YOUR GOAL
Look through the lines of the material and count those containing "canvas". Give that count alone.

MATERIAL SHOWN
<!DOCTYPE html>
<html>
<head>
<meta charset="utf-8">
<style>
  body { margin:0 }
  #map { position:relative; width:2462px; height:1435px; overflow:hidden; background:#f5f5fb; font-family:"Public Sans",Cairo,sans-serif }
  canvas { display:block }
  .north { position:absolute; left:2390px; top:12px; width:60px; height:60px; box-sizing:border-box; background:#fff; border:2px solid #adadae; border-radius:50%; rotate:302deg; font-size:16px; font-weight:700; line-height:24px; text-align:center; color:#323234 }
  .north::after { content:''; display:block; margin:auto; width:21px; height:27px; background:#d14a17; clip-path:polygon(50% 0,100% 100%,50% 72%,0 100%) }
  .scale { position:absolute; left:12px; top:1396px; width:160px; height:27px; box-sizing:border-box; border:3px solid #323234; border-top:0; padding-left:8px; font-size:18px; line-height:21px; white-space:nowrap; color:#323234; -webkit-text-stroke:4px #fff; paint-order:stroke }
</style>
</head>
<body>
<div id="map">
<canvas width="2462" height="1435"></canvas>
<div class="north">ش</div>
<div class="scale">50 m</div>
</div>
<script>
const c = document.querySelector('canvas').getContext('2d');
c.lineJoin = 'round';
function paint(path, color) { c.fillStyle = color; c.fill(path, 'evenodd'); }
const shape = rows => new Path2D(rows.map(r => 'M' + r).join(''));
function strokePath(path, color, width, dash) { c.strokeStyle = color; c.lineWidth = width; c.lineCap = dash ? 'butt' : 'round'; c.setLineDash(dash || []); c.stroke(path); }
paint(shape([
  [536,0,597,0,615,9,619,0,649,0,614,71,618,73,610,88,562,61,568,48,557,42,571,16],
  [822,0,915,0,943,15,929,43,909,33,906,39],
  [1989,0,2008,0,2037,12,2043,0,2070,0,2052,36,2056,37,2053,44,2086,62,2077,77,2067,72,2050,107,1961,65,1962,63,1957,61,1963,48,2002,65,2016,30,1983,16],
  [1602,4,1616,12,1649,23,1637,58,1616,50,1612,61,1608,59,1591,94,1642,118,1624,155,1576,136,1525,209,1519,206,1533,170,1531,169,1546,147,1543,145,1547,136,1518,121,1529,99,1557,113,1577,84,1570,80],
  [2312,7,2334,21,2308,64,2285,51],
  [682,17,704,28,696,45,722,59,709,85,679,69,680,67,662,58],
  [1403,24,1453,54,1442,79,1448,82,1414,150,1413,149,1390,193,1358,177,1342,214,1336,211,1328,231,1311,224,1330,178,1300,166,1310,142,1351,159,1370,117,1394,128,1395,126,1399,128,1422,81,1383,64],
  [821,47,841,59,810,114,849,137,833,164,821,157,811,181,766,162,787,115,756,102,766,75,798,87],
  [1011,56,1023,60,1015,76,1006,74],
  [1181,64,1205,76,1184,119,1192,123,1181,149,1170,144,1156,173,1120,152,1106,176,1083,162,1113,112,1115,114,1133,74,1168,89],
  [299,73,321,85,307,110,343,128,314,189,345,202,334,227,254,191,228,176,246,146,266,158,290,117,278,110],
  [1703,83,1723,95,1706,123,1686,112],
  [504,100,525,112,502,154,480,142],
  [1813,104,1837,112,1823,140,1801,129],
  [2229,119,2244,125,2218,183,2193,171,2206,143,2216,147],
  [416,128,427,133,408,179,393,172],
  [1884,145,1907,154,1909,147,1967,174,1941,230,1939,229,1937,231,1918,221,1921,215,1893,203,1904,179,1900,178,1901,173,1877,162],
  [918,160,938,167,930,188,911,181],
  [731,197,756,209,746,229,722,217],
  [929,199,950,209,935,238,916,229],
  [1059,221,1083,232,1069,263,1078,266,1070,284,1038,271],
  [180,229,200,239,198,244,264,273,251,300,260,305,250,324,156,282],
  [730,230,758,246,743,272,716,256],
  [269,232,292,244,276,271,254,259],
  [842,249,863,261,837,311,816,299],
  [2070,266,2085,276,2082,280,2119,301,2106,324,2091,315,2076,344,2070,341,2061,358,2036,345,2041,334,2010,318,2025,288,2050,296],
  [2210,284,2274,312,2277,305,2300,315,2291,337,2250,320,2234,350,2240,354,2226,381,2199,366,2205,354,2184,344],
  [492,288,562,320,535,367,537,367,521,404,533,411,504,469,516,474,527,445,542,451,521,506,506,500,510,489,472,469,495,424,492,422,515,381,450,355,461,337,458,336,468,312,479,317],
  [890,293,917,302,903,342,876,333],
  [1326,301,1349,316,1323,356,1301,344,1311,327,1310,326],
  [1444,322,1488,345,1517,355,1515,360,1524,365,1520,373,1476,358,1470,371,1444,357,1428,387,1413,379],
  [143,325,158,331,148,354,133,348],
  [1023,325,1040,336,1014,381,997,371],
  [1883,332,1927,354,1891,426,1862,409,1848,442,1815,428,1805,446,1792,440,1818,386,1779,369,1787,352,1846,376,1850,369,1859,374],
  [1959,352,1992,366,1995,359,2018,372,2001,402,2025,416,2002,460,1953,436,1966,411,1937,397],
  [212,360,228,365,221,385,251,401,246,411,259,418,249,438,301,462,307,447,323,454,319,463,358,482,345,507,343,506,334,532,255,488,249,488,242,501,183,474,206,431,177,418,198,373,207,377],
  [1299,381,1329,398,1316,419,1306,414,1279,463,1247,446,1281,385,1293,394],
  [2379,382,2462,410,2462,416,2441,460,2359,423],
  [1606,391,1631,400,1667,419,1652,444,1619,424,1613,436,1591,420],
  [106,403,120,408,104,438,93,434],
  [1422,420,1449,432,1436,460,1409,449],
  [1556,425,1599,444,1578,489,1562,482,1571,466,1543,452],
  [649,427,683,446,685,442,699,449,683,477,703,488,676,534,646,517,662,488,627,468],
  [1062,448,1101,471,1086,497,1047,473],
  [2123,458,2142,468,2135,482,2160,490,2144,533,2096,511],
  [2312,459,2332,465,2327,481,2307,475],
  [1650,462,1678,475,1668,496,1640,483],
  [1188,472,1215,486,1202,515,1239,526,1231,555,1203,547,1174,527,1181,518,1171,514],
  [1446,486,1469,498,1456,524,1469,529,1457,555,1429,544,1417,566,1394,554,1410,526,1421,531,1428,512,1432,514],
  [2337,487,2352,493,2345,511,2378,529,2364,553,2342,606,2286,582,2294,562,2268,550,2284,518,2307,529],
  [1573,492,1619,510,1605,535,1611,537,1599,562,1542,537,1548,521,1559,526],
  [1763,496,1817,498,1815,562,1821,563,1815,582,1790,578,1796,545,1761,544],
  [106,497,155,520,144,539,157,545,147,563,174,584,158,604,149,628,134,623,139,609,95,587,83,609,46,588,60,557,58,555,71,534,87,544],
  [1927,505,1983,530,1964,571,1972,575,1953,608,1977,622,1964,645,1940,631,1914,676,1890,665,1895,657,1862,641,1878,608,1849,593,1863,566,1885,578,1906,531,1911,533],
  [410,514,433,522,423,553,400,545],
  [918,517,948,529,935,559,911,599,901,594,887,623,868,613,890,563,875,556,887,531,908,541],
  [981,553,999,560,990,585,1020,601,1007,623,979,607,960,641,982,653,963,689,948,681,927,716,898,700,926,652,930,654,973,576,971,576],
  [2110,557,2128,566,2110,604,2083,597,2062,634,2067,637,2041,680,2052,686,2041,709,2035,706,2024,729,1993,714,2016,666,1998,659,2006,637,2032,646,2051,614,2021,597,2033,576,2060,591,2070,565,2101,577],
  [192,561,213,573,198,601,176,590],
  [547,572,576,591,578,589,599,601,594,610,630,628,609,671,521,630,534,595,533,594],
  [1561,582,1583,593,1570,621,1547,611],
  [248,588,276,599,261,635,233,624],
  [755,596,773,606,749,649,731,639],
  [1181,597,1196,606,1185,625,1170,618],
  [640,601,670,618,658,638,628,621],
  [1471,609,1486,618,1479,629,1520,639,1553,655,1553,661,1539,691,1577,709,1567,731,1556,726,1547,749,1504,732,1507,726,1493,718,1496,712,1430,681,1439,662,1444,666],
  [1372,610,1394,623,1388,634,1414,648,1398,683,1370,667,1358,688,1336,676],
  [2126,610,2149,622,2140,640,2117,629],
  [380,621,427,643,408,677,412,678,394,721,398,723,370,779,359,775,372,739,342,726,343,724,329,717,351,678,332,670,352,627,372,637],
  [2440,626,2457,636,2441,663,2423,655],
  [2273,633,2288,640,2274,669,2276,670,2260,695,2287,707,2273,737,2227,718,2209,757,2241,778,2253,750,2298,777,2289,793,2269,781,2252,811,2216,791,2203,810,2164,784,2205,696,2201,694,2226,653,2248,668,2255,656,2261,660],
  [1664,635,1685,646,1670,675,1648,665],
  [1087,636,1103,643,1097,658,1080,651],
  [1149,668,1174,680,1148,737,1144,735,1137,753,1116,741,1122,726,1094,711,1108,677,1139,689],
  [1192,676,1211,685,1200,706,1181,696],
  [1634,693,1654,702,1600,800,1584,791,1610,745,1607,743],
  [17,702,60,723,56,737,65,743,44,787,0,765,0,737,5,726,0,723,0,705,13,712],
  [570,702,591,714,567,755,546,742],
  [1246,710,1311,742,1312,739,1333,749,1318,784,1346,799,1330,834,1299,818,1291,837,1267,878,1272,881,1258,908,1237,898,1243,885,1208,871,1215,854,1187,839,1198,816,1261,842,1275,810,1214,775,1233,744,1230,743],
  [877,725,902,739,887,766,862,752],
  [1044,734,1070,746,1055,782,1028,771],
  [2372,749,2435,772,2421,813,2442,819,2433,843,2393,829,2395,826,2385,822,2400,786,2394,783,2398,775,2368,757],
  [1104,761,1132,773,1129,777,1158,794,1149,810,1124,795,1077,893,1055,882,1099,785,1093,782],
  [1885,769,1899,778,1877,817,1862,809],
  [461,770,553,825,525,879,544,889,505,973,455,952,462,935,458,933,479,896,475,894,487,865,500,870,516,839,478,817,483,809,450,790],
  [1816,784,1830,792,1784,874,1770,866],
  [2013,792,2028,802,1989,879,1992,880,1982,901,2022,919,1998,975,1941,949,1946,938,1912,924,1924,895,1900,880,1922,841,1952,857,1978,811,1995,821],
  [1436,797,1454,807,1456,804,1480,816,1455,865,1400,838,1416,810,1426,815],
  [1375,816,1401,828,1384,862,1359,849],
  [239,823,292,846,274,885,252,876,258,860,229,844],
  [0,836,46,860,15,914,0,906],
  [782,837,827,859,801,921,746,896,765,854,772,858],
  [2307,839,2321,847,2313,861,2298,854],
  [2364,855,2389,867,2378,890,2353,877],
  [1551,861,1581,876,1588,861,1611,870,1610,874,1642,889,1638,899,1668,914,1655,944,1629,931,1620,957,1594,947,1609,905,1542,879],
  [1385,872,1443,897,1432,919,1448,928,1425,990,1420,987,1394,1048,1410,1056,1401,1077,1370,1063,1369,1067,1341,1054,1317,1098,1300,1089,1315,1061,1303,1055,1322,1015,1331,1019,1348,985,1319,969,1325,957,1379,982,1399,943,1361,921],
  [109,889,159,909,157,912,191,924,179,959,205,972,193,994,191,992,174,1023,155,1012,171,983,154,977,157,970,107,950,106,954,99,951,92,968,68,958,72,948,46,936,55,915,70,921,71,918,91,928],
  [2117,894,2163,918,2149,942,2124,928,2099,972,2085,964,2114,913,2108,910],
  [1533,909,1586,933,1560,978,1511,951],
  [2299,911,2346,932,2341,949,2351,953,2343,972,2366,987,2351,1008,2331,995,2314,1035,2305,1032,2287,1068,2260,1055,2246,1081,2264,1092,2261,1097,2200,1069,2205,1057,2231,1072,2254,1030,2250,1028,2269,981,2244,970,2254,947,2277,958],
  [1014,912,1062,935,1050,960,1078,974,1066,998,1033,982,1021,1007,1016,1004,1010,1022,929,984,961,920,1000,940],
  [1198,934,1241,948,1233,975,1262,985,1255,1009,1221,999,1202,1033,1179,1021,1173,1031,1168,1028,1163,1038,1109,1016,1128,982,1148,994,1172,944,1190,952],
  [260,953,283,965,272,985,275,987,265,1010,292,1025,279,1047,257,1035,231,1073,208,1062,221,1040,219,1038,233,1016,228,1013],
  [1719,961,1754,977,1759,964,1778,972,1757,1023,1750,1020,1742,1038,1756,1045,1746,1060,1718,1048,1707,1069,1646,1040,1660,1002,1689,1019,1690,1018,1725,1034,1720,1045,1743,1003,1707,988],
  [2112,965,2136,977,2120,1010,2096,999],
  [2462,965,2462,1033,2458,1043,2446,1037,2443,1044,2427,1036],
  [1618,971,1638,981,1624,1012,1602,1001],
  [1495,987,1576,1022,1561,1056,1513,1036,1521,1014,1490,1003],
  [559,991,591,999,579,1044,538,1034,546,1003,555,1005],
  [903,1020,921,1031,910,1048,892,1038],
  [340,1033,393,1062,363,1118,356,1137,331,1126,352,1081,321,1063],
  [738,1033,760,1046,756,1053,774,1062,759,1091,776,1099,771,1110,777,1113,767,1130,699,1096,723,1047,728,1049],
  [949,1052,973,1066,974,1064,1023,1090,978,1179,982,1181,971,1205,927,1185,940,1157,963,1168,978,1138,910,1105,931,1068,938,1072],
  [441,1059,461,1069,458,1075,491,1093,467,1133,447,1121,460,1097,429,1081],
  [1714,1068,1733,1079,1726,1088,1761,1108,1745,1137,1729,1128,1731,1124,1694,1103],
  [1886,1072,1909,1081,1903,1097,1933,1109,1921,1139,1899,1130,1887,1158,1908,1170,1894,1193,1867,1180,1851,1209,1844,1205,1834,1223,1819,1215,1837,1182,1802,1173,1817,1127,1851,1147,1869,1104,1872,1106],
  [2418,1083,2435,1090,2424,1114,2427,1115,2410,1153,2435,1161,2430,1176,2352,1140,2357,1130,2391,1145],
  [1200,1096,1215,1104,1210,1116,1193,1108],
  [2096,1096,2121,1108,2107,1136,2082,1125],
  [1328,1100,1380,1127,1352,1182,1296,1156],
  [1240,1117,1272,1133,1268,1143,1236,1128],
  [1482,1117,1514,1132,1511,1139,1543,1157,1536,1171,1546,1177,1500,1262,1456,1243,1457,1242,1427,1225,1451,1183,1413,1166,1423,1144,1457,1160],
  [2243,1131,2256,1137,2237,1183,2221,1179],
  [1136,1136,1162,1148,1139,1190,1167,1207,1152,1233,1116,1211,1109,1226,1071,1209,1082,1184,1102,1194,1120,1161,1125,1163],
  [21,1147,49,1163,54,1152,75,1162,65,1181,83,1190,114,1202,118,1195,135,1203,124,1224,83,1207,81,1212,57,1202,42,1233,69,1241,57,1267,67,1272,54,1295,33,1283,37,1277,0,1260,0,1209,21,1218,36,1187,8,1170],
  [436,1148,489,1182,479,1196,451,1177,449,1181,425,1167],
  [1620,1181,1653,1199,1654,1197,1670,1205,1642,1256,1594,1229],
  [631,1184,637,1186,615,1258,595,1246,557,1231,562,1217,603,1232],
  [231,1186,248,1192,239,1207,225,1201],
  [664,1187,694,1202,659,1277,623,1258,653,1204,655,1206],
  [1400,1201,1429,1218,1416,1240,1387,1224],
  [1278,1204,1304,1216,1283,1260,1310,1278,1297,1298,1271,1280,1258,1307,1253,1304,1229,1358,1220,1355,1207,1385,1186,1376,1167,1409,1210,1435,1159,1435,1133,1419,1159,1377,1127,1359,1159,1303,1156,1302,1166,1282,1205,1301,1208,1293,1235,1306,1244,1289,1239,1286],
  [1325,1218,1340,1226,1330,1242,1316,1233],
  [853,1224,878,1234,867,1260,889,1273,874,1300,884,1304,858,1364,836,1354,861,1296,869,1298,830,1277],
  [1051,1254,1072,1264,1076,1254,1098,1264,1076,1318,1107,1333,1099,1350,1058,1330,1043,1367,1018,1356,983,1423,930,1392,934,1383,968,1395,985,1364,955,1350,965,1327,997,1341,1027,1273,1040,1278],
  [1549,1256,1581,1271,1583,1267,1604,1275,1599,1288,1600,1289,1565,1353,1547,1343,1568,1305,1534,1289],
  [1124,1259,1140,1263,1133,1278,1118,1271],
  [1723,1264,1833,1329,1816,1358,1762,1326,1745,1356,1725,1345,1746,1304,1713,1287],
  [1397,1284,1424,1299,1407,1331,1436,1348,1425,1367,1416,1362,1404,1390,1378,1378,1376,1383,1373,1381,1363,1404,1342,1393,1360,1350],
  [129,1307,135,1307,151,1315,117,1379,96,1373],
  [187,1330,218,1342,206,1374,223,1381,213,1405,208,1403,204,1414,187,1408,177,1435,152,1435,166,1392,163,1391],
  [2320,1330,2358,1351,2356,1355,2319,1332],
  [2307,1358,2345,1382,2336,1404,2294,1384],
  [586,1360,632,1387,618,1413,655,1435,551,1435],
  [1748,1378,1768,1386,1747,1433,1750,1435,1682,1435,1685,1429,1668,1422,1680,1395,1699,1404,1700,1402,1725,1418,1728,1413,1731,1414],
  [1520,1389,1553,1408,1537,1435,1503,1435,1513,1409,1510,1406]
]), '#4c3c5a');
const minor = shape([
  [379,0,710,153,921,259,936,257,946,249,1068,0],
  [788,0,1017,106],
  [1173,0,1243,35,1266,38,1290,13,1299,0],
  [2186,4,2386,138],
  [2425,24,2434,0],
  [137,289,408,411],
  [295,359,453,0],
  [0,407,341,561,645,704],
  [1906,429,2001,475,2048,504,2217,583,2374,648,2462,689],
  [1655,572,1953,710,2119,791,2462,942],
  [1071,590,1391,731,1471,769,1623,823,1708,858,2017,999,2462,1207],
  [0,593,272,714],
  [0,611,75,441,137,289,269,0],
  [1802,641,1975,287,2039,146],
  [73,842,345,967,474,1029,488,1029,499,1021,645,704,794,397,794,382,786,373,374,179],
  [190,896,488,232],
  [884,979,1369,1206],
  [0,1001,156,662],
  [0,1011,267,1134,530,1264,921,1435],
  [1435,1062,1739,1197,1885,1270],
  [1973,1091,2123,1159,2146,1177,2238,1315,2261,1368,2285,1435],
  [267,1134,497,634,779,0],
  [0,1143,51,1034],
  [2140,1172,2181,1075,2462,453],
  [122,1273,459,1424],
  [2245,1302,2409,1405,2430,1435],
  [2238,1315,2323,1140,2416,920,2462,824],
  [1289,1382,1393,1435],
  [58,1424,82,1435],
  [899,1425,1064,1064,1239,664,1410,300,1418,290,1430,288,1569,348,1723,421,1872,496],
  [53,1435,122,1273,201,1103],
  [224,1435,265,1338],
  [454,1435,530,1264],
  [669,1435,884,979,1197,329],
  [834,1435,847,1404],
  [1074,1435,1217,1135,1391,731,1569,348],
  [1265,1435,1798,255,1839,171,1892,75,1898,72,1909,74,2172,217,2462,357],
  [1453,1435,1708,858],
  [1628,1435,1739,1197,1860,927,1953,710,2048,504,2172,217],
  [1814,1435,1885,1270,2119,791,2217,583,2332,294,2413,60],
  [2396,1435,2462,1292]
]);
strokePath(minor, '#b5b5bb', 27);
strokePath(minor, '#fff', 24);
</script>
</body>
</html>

EXERCISE ANSWER
3